## How to complete this task
How many separate lines in this material contain the string "lane"? Respond with the number alone.

## Recorded information
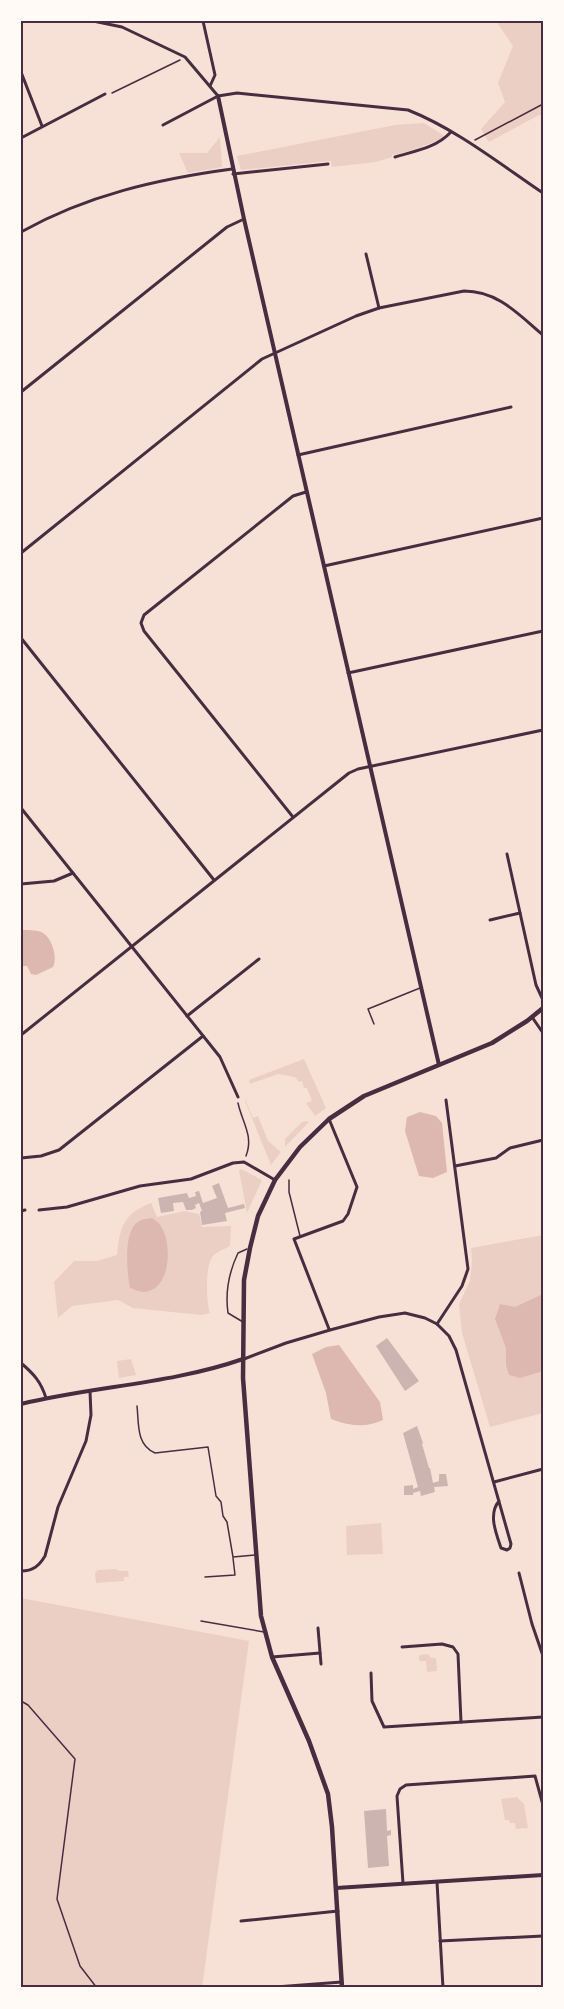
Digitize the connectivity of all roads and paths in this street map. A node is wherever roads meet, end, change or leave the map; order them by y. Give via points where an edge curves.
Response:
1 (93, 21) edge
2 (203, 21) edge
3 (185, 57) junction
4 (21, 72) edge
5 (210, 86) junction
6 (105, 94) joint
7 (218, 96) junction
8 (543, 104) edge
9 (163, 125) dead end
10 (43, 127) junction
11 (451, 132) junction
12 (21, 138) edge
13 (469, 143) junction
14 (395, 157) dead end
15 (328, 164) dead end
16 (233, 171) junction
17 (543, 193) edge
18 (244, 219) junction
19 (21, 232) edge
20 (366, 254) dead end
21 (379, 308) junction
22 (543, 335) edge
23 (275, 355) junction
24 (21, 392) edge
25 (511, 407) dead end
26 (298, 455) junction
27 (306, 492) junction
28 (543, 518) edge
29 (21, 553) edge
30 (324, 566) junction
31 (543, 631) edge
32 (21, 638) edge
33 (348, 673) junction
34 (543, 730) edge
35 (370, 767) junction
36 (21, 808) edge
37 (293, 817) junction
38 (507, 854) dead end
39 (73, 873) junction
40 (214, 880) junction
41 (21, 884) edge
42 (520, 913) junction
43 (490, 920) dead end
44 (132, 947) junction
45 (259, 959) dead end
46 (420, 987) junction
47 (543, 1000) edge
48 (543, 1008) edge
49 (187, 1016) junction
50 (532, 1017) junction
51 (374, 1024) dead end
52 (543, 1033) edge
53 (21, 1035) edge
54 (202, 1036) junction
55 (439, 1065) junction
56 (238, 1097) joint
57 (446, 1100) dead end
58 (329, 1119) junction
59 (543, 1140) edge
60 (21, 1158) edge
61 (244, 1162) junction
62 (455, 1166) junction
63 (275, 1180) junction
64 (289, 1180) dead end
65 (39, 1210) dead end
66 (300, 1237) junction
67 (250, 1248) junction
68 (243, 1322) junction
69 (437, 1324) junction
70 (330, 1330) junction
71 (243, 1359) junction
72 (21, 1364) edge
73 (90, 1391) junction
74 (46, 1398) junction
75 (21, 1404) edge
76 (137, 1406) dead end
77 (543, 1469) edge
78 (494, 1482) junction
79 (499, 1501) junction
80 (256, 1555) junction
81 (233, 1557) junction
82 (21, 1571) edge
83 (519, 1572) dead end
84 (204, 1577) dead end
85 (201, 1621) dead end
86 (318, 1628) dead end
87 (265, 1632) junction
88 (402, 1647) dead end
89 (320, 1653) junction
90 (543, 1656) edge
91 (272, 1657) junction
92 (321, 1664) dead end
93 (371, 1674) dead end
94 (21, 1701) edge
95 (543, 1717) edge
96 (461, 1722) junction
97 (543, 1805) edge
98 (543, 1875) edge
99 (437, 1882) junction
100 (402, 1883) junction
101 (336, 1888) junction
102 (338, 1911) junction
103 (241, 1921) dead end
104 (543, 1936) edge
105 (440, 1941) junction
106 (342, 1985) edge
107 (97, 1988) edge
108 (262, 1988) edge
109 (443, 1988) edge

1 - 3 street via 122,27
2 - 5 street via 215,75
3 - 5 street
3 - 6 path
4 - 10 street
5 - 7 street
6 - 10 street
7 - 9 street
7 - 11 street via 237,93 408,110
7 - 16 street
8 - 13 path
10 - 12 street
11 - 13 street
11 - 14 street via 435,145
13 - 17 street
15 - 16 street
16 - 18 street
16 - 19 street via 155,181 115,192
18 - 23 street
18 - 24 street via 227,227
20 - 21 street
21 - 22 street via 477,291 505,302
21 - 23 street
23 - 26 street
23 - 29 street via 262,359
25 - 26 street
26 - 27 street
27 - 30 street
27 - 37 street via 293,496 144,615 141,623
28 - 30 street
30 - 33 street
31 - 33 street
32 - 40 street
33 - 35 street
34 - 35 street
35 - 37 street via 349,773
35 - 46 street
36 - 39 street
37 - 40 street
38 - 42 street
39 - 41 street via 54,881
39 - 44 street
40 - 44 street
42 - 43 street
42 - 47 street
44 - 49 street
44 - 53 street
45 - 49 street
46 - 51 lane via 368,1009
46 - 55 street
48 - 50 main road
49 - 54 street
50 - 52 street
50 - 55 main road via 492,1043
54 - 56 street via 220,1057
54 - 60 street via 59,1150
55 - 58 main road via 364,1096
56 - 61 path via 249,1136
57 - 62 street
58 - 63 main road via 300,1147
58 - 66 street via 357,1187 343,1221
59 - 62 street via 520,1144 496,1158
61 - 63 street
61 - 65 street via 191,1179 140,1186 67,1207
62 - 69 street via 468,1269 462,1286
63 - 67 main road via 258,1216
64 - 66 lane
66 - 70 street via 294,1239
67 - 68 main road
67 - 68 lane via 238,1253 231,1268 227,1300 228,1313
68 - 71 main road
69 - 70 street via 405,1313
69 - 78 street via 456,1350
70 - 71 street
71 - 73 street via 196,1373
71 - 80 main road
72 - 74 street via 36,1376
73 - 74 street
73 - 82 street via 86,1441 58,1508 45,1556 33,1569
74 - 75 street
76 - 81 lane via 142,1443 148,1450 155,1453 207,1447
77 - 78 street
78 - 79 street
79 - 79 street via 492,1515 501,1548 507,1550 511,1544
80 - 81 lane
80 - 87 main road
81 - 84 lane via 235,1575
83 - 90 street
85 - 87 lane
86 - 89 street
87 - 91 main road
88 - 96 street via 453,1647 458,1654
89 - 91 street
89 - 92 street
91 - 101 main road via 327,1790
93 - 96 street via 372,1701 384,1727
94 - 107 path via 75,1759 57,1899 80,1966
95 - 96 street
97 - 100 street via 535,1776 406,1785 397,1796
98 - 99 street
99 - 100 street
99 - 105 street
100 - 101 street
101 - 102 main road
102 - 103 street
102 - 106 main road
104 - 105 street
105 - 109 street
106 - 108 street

...

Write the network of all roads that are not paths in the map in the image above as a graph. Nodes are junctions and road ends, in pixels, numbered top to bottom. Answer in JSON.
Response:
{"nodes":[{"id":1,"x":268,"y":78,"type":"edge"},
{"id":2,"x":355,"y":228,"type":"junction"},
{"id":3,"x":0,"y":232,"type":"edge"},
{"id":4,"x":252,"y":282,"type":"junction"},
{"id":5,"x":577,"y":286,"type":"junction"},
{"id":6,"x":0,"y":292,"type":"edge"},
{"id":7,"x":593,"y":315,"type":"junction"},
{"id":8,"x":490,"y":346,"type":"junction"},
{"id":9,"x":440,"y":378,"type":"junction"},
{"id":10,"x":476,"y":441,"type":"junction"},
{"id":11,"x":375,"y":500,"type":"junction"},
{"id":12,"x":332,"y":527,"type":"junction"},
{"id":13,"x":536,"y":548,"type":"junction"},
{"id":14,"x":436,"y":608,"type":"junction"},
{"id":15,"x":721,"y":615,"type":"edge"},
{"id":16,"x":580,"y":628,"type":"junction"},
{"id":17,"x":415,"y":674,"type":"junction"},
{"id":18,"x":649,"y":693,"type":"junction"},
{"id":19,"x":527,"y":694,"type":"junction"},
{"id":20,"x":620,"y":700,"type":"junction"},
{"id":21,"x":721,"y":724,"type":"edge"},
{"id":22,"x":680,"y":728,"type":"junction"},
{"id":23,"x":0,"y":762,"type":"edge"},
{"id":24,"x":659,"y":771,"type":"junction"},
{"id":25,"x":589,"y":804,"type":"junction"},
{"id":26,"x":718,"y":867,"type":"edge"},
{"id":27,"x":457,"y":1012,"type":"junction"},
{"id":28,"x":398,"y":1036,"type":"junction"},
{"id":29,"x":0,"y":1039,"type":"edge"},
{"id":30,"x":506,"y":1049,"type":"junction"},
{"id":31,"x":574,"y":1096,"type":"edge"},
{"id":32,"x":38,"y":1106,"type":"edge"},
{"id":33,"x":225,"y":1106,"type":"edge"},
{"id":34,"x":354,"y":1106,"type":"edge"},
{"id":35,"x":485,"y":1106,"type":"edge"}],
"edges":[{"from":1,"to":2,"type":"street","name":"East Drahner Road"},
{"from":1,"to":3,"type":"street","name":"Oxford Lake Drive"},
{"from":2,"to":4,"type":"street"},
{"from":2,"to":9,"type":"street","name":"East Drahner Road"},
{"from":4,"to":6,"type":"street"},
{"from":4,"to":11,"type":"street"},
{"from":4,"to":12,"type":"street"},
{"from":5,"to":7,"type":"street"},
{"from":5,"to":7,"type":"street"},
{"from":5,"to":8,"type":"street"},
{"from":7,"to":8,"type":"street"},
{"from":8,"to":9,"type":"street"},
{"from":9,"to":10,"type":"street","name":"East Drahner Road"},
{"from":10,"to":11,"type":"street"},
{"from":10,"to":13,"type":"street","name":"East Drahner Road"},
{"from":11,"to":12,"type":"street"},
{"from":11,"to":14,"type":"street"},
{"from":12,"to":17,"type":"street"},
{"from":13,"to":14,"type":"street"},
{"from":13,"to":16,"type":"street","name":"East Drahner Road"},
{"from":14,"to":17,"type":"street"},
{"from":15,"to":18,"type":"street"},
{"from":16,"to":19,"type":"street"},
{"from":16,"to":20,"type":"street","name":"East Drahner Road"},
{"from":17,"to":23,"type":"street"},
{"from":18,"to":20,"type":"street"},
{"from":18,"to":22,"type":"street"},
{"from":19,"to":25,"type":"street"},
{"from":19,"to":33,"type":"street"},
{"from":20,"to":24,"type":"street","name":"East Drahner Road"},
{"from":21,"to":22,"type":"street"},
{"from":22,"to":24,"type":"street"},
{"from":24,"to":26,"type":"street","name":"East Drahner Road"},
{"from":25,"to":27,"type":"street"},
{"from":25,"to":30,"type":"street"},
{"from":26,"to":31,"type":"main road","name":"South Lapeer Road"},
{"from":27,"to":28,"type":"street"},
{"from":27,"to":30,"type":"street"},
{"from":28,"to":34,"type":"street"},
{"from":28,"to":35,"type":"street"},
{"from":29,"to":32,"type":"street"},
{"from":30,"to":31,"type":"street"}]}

## Answer space
7